O doutor advogado vinha de uma linhagem de advogados. Todos mortos, é verdade, mas advogados. Orgulhoso do sobrenome, saiu da solenidade de entrega da carteira com ela em punho e o certificado digital no bolso.


Acreditando que tudo sabia, sacou o celular e gravou um vídeo para postar nas redes sociais. No dia seguinte, um velho amigo de seu falecido avô o procurou, dizendo que buscava o jovem advogado em memória do antigo, pois precisava reparar o que se dizia sobre ele naquela pequena comarca.


Diziam as más línguas que era devedor de um tal Cicrano, que morrera pobre e de desgosto porque o suposto mal pagador não lhe honrara o devido. O caso já era quase folclore local. Não havia quem não conhecesse a história, e era preciso encerrá-la de uma vez por todas.


O advogado, sentindo o peso de sua missão como administrador da justiça, aceitou a causa, assinou o contrato de honorários e recebeu a procuração. Antes de ingressar com a ação declaratória, pediu comprovação da existência da dívida e perguntou ao cliente: — Como posso provar que o senhor não assinou algo?


O cliente, que não tinha a menor intenção de compreender sutilezas jurídicas, apenas repetiu: — Prove. Para isso que lhe contratei.
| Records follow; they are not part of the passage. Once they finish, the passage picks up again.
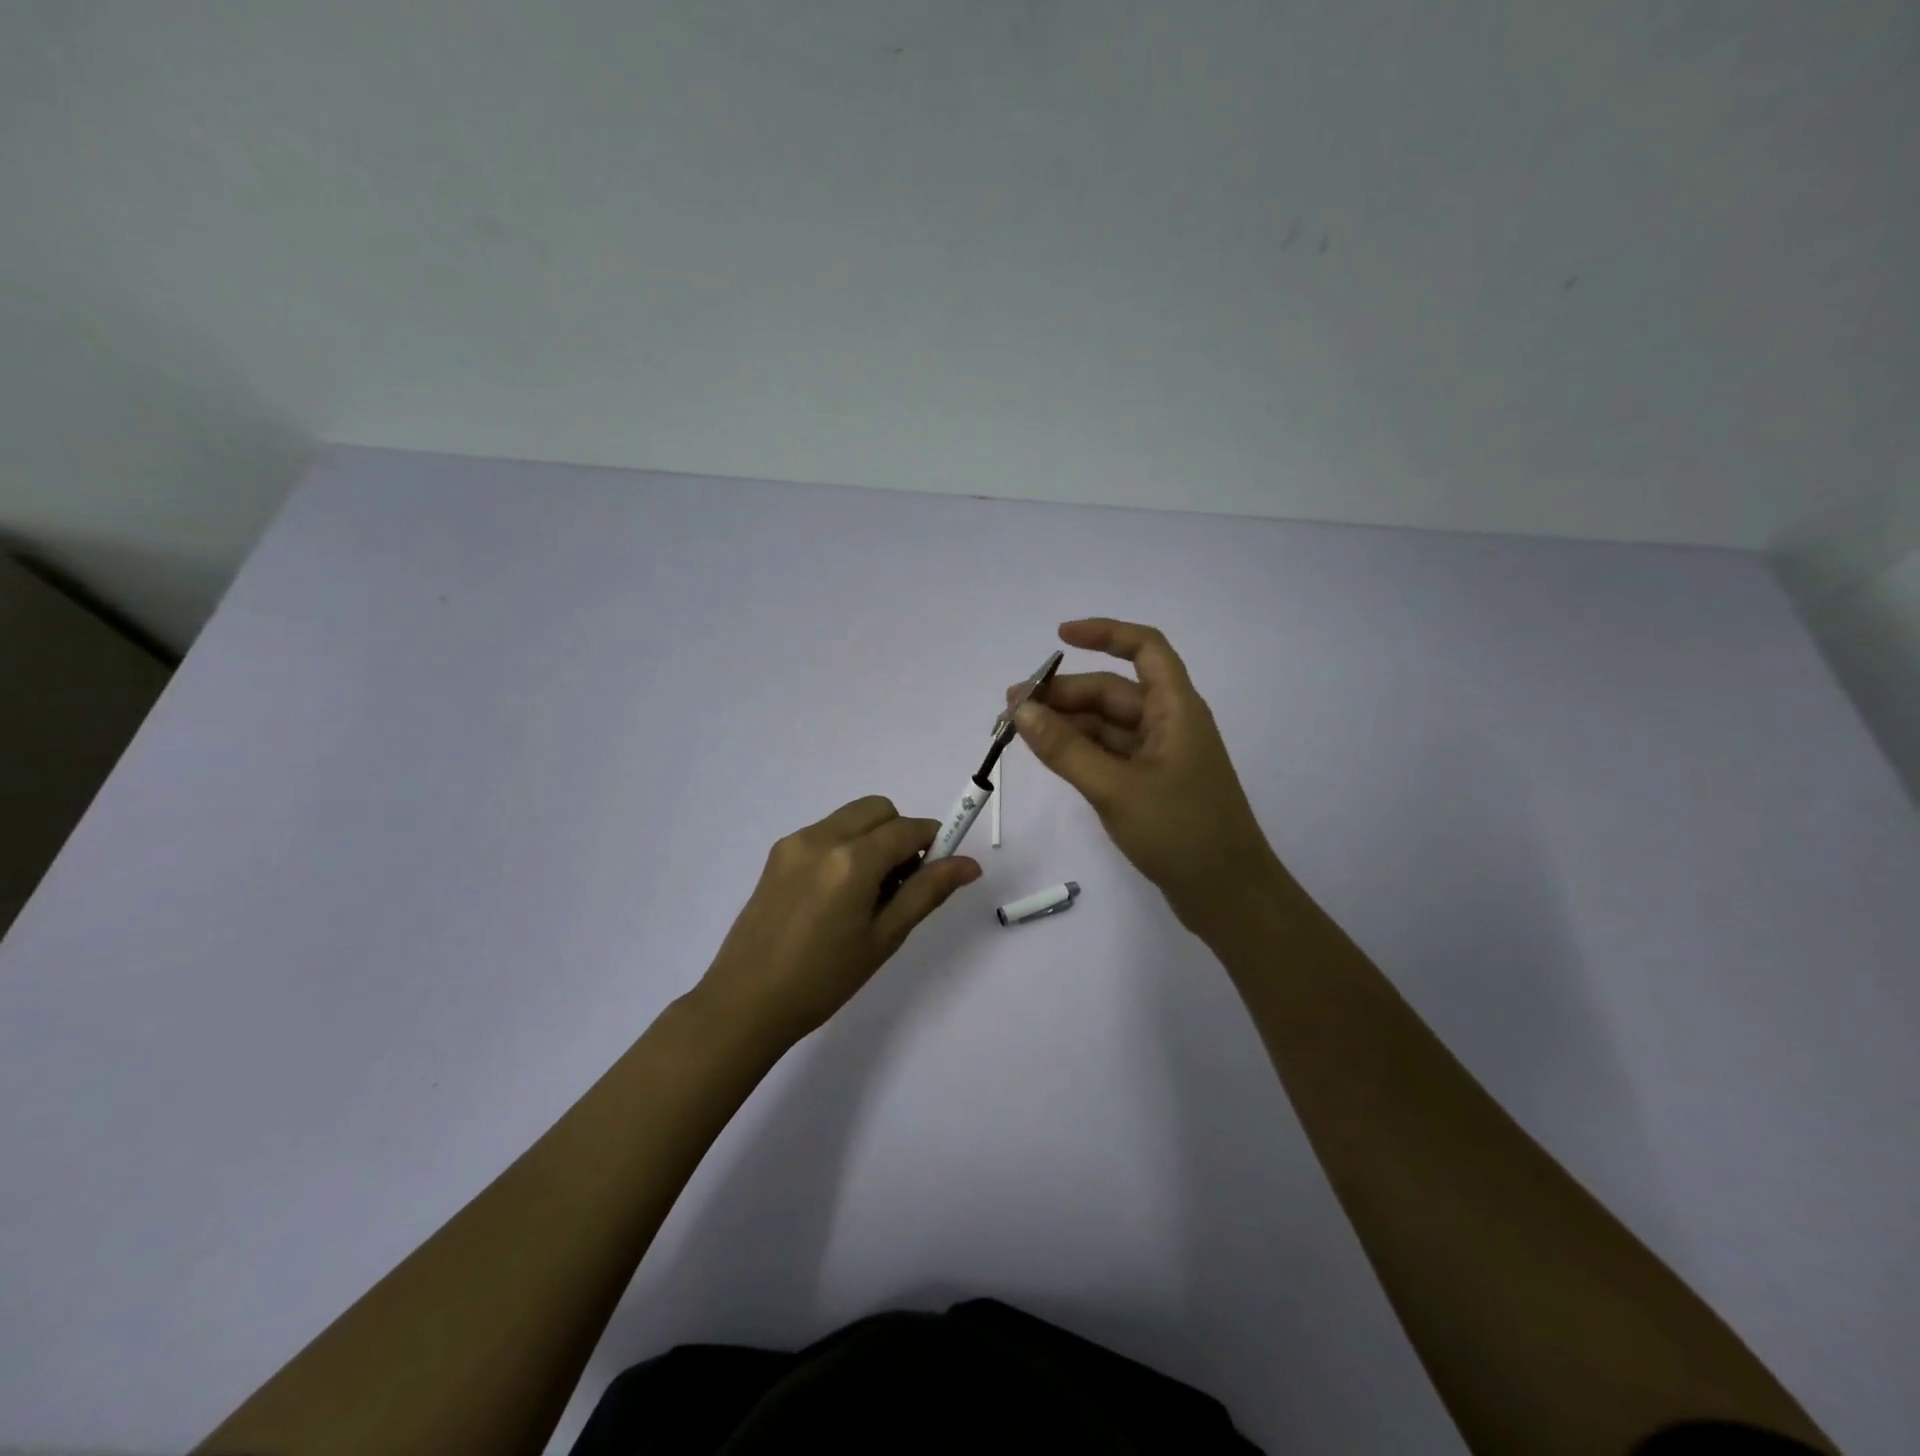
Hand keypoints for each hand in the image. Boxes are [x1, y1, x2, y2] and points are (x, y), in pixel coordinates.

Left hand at [692, 796, 980, 1046]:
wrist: (745, 1002)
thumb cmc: (823, 979)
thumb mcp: (884, 938)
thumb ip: (927, 892)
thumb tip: (969, 864)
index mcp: (852, 859)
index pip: (908, 828)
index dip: (933, 841)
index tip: (940, 870)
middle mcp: (822, 837)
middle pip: (878, 809)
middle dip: (900, 833)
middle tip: (901, 882)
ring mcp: (795, 842)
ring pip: (851, 818)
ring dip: (873, 838)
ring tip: (867, 893)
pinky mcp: (777, 854)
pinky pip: (826, 832)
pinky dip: (846, 846)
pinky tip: (837, 895)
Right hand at [1011, 618, 1284, 933]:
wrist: (1228, 895)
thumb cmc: (1180, 833)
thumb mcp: (1115, 788)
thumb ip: (1065, 749)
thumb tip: (1020, 710)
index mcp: (1176, 709)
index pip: (1144, 648)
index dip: (1105, 633)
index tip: (1059, 637)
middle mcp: (1169, 723)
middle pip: (1113, 691)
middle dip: (1064, 694)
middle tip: (1011, 708)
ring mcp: (1160, 756)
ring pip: (1107, 725)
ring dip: (1065, 723)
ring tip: (1017, 731)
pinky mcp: (1151, 784)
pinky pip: (1108, 753)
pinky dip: (1078, 750)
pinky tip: (1047, 754)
E assim começou o embrólio.


Nos corredores do fórum, o doutor advogado virou notícia: havia caído na mais temida das armadilhas — a prova diabólica. Não se tratava de demônios, mas de algo que ele jamais ouvira na faculdade: a exigência de demonstrar um fato negativo, inexistente.


Os colegas mais experientes, ao saberem do caso, se condoeram. Sabiam que aquela velha história era justamente isso: uma prova impossível.


Mas o jovem advogado insistiu, mesmo depois de ser intimado a emendar a inicial. Vasculhou arquivos em cartório, interrogou testemunhas que nada sabiam, consultou tabeliães antigos da comarca. Até na biblioteca procurou caixas empoeiradas que pudessem contar parte da história da cidade. Ao final dos quinze dias úteis, tinha apenas vergonha, olheiras e um calhamaço de papéis inúteis.


Se a coisa estava ruim, ainda piorou quando resolveu despachar com o magistrado.


O juiz, homem de paciência limitada, leu a petição com o tédio habitual e disse: — O senhor não trouxe prova alguma. — Excelência, como poderia eu provar o que não existe? — Pois deveria ter pensado nisso antes de aceitar a causa. Todos sabem que isso é lenda. A briga entre o devedor e o credor é antiga e, no dia em que acabar, esta cidade fica sem assunto.


E assim, com a solenidade de um maestro encerrando a sinfonia, o magistrado condenou o jovem advogado — não judicialmente, mas socialmente — à fama de inexperiente e imprudente. Extinguiu o processo sem maiores consequências, já que o espólio da parte contrária sequer fora citado.


O jovem advogado saiu do fórum com a cabeça baixa e a carteira no bolso — agora mais pesada que o diploma. Aprendeu, enfim, que a prova vale o que a prova é. E, quando não há prova, sobra a lenda.